- **PROBLEM DETAILS**
Write out each line below precisely, passing over the pictures.

[Opening TASK DATA section]

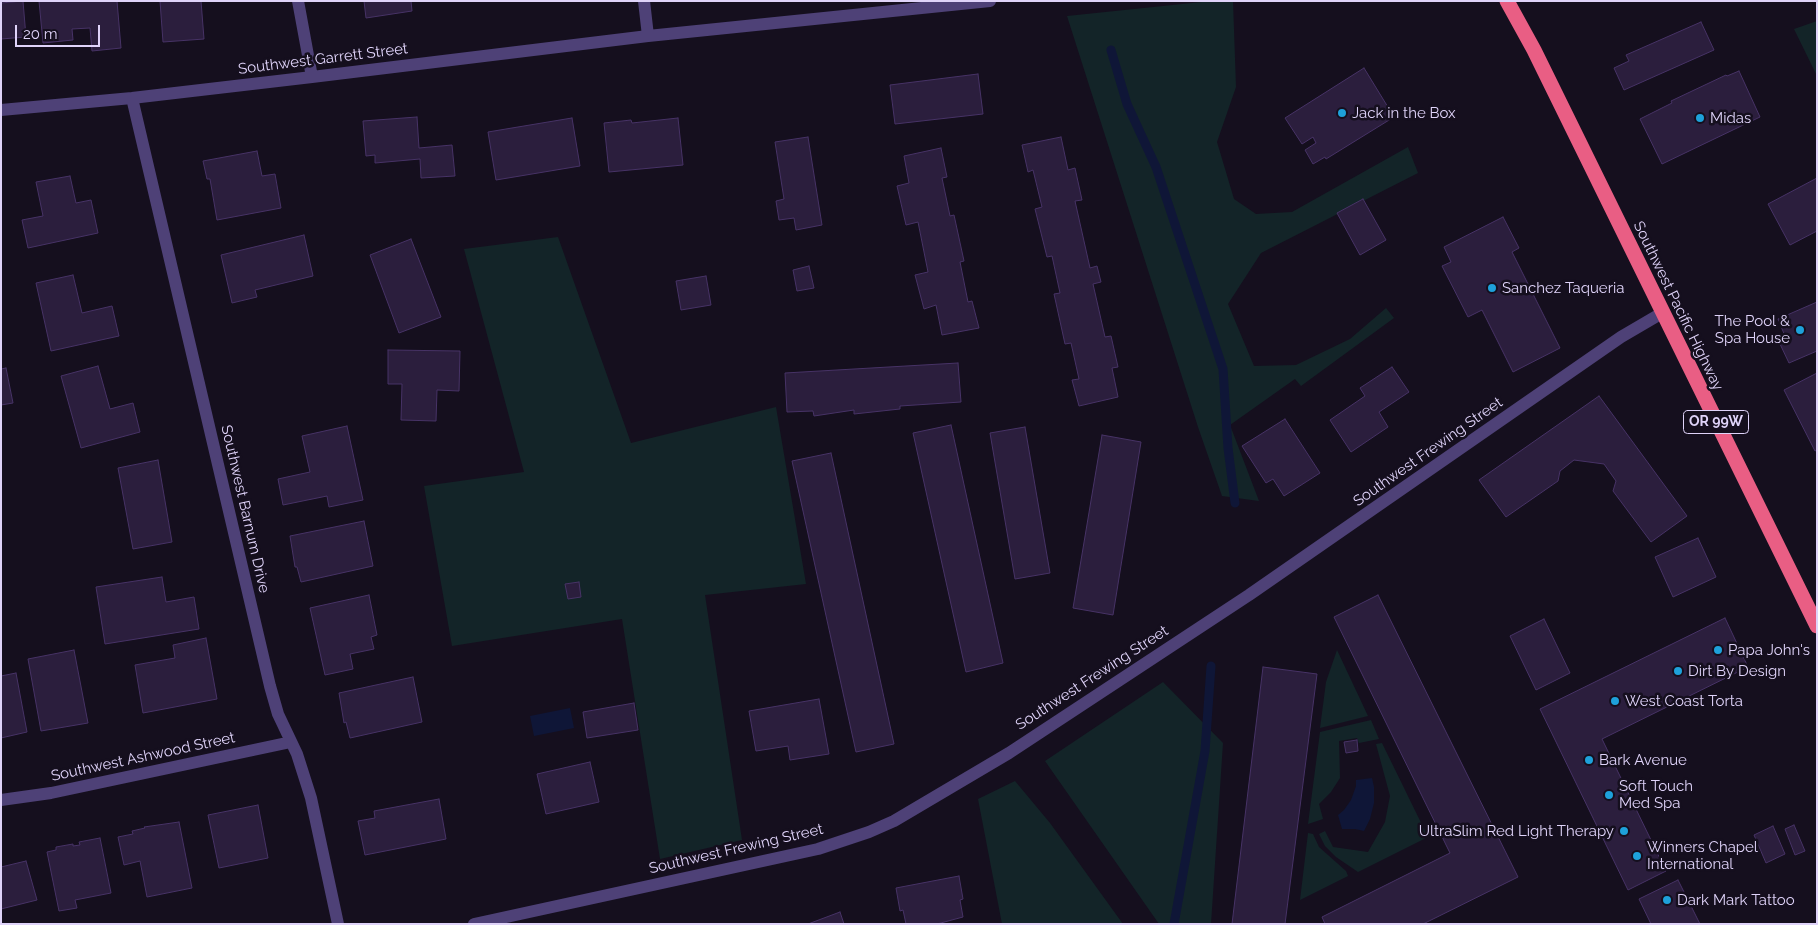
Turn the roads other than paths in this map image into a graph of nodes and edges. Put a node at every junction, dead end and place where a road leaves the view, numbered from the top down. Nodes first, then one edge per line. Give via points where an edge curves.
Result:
1 (298, 1) edge
2 (644, 1) edge
3 (990, 1) edge
4 (1507, 1) edge
5 (648, 36) junction
6 (312, 77) junction
7 (132, 98) junction
8 (1, 110) edge
9 (1662, 312) junction
10 (1817, 626) edge
11 (291, 742) junction
12 (1, 800) edge
13 (338, 924) edge
14 (474, 924) edge

1 - 6 street
2 - 5 street
3 - 5 street, Southwest Garrett Street
4 - 9 highway, Southwest Pacific Highway / OR 99W
5 - 6 street, Southwest Garrett Street
6 - 7 street, Southwest Garrett Street
7 - 8 street, Southwest Garrett Street
7 - 11 street, Southwest Barnum Drive via 270,686
9 - 10 highway, Southwest Pacific Highway / OR 99W
9 - 14 street, Southwest Frewing Street via 1621,337 1249,596 1009,752 894,821 818,849
11 - 12 street, Southwest Ashwood Street via 51,793
11 - 13 street, Southwest Barnum Drive via 310,798

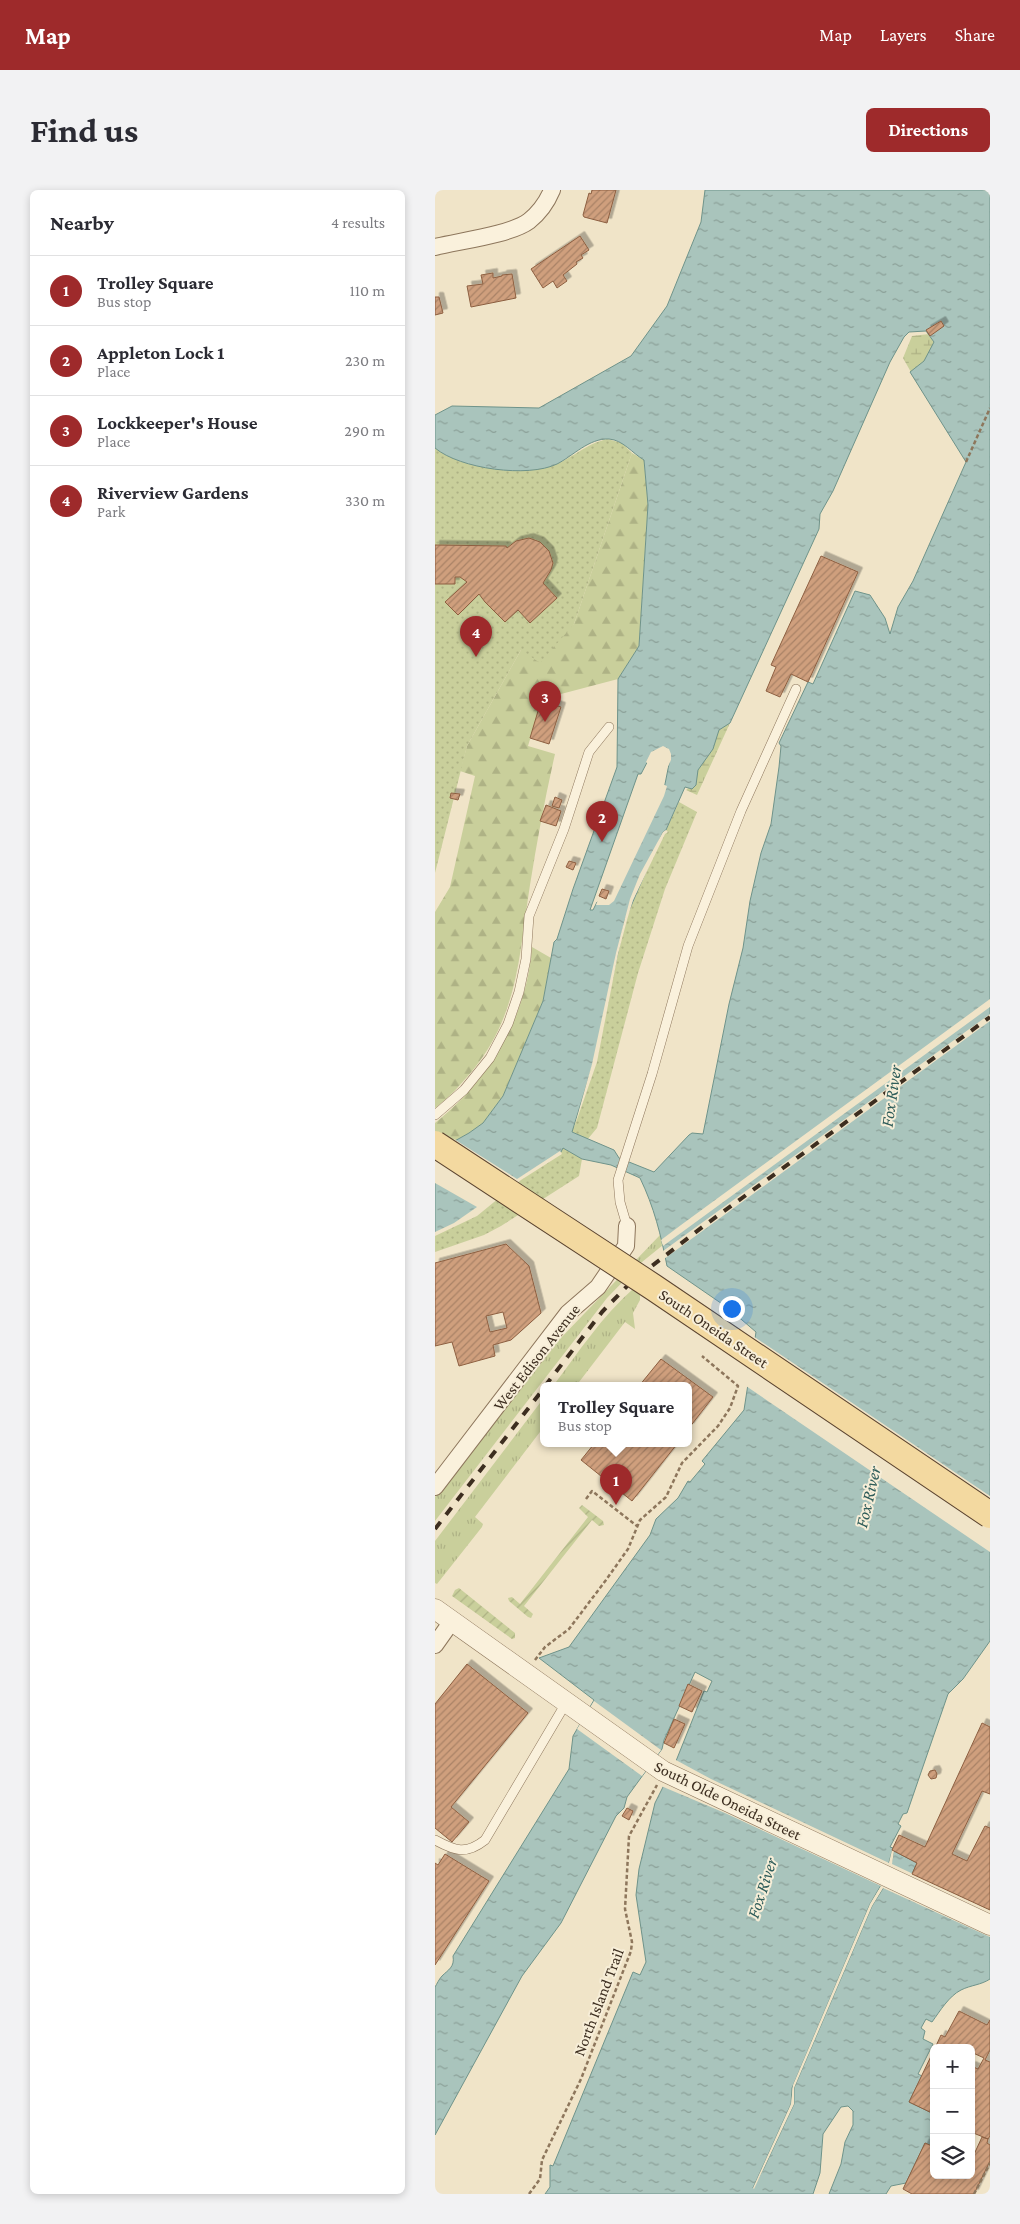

[Closing TASK DATA section]

- **EXPECTED OUTPUT**
Turn the roads other than paths in this map image into a graph of nodes and edges. Put a node at every junction, dead end and place where a road leaves the view, numbered from the top down. Nodes first, then one edge per line. Give via points where an edge curves.
Result:
1 (298, 1) edge
2 (644, 1) edge
3 (990, 1) edge
4 (1507, 1) edge
5 (648, 36) junction
6 (312, 77) junction
7 (132, 98) junction
8 (1, 110) edge
9 (1662, 312) junction
10 (1817, 626) edge
11 (291, 742) junction
12 (1, 800) edge
13 (338, 924) edge
14 (474, 924) edge

1 - 6 street
2 - 5 street
3 - 5 street, Southwest Garrett Street
4 - 9 highway, Southwest Pacific Highway / OR 99W
5 - 6 street, Southwest Garrett Street
6 - 7 street, Southwest Garrett Street
7 - 8 street, Southwest Garrett Street
7 - 11 street, Southwest Barnum Drive via 270,686
9 - 10 highway, Southwest Pacific Highway / OR 99W
9 - 14 street, Southwest Frewing Street via 1621,337 1249,596 1009,752 894,821 818,849
11 - 12 street, Southwest Ashwood Street via 51,793
11 - 13 street, Southwest Barnum Drive via 310,798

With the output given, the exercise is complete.